### Task objective
Please copy out the records that follow exactly as they stand.

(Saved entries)

· · ·

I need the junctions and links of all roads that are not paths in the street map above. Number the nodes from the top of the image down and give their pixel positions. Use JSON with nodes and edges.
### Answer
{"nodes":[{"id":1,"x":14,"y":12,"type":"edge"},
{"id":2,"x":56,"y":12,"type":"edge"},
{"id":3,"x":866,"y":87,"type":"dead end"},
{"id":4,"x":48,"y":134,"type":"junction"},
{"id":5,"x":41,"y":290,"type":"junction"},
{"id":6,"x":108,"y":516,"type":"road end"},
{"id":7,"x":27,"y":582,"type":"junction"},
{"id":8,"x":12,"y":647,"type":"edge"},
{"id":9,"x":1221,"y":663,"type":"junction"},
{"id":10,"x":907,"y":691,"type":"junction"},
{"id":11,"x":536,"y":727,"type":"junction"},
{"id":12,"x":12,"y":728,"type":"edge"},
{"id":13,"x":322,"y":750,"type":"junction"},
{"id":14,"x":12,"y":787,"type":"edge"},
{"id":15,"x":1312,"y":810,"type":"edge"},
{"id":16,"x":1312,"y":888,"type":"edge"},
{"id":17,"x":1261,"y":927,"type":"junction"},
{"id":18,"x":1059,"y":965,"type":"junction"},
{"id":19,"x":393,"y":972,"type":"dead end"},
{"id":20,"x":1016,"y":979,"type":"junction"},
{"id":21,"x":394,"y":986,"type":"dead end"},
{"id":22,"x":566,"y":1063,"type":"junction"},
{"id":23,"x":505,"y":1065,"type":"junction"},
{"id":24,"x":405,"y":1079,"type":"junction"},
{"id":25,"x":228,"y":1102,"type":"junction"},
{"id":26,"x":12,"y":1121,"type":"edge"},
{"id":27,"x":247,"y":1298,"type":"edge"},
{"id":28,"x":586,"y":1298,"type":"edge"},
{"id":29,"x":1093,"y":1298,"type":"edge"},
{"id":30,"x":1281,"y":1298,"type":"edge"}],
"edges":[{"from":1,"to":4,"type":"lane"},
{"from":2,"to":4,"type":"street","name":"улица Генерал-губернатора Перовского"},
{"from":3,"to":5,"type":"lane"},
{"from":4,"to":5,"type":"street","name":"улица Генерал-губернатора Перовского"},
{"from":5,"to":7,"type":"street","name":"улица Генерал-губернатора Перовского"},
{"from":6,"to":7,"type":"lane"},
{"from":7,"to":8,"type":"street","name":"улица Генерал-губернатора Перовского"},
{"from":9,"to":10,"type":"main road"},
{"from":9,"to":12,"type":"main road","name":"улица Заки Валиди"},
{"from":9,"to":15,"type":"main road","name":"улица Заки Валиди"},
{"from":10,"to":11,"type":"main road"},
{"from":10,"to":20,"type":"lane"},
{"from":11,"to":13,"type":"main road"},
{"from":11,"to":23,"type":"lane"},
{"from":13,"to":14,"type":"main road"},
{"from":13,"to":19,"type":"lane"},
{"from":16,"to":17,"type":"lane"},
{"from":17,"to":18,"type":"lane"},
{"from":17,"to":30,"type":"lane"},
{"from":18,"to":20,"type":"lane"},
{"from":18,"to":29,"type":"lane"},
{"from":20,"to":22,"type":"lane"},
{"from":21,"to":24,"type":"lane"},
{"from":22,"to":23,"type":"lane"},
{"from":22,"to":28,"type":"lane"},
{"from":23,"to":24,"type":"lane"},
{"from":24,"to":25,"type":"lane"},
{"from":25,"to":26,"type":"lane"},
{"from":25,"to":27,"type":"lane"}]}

· · ·

### Exercise response
I need the junctions and links of all roads that are not paths in the street map above. Number the nodes from the top of the image down and give their pixel positions. Use JSON with nodes and edges.
### Answer
{"nodes":[{"id":1,"x":14,"y":12,"type":"edge"},
{"id":2,"x":56,"y":12,"type":"edge"},
{"id":3,"x":866,"y":87,"type":"dead end"},
{"id":4,"x":48,"y":134,"type":"junction"},
{"id":5,"x":41,"y":290,"type":"junction"},
{"id":6,"x":108,"y":516,"type":"road end"},
{"id":7,"x":27,"y":582,"type":"junction"},
{"id":8,"x":12,"y":647,"type":"edge"},
{"id":9,"x":1221,"y":663,"type":"junction"},
{"id":10,"x":907,"y":691,"type":"junction"},
{"id":11,"x":536,"y":727,"type":"junction"},
{"id":12,"x":12,"y":728,"type":"edge"},
{"id":13,"x":322,"y":750,"type":"junction"},
{"id":14,"x":12,"y":787,"type":"edge"},
{"id":15,"x":1312,"y":810,"type":"edge"},
{"id":16,"x":1312,"y":888,"type":"edge"},
{"id":17,"x":1261,"y":927,"type":"junction"},
{"id":18,"x":1059,"y":965,"type":"junction"},
{"id":19,"x":393,"y":972,"type":"dead end"},
{"id":20,"x":1016,"y":979,"type":"junction"},
{"id":21,"x":394,"y":986,"type":"dead end"},
{"id":22,"x":566,"y":1063,"type":"junction"},
{"id":23,"x":505,"y":1065,"type":"junction"},
{"id":24,"x":405,"y":1079,"type":"junction"},
{"id":25,"x":228,"y":1102,"type":"junction"},
{"id":26,"x":12,"y":1121,"type":"edge"},
{"id":27,"x":247,"y":1298,"type":"edge"},
{"id":28,"x":586,"y":1298,"type":"edge"},
{"id":29,"x":1093,"y":1298,"type":"edge"},
{"id":30,"x":1281,"y":1298,"type":"edge"}],
"edges":[{"from":1,"to":4,"type":"lane"},
{"from":2,"to":4,"type":"street","name":"улица Генерал-губернатора Перовского"},
{"from":3,"to":5,"type":"lane"},
{"from":4,"to":5,"type":"street","name":"улица Генерал-губернатора Перовского"},
{"from":5,"to":7,"type":"street","name":"улица Генерал-губернатора Перовского"},
{"from":6,"to":7,"type":"lane"},
{"from":7,"to":8,"type":"street","name":"улица Генерал-губернатора Перовского"},
{"from":9,"to":10,"type":"main road"},
{"from":9,"to":12,"type":"main road","name":"улица Заки Валиди"},
{"from":9,"to":15,"type":"main road","name":"улица Заки Валиди"},
{"from":10,"to":11,"type":"main road"},
{"from":10,"to":20,"type":"lane"},
{"from":11,"to":13,"type":"main road"},
{"from":11,"to":23,"type":"lane"},
{"from":13,"to":14,"type":"main road"},
{"from":13,"to":19,"type":"lane"},
{"from":16,"to":17,"type":"lane"},
{"from":17,"to":18,"type":"lane"},
{"from":17,"to":30,"type":"lane"},
{"from":18,"to":20,"type":"lane"},
{"from":18,"to":29,"type":"lane"},
{"from":20,"to":22,"type":"lane"},
{"from":21,"to":24,"type":"lane"},
{"from":22,"to":23,"type":"lane"},
{"from":22,"to":28,"type":"lane"},
{"from":23,"to":24,"type":"lane"},
{"from":24,"to":25,"type":"lane"},
{"from":25,"to":26,"type":"lane"},
{"from":25,"to":27,"type":"lane"}]}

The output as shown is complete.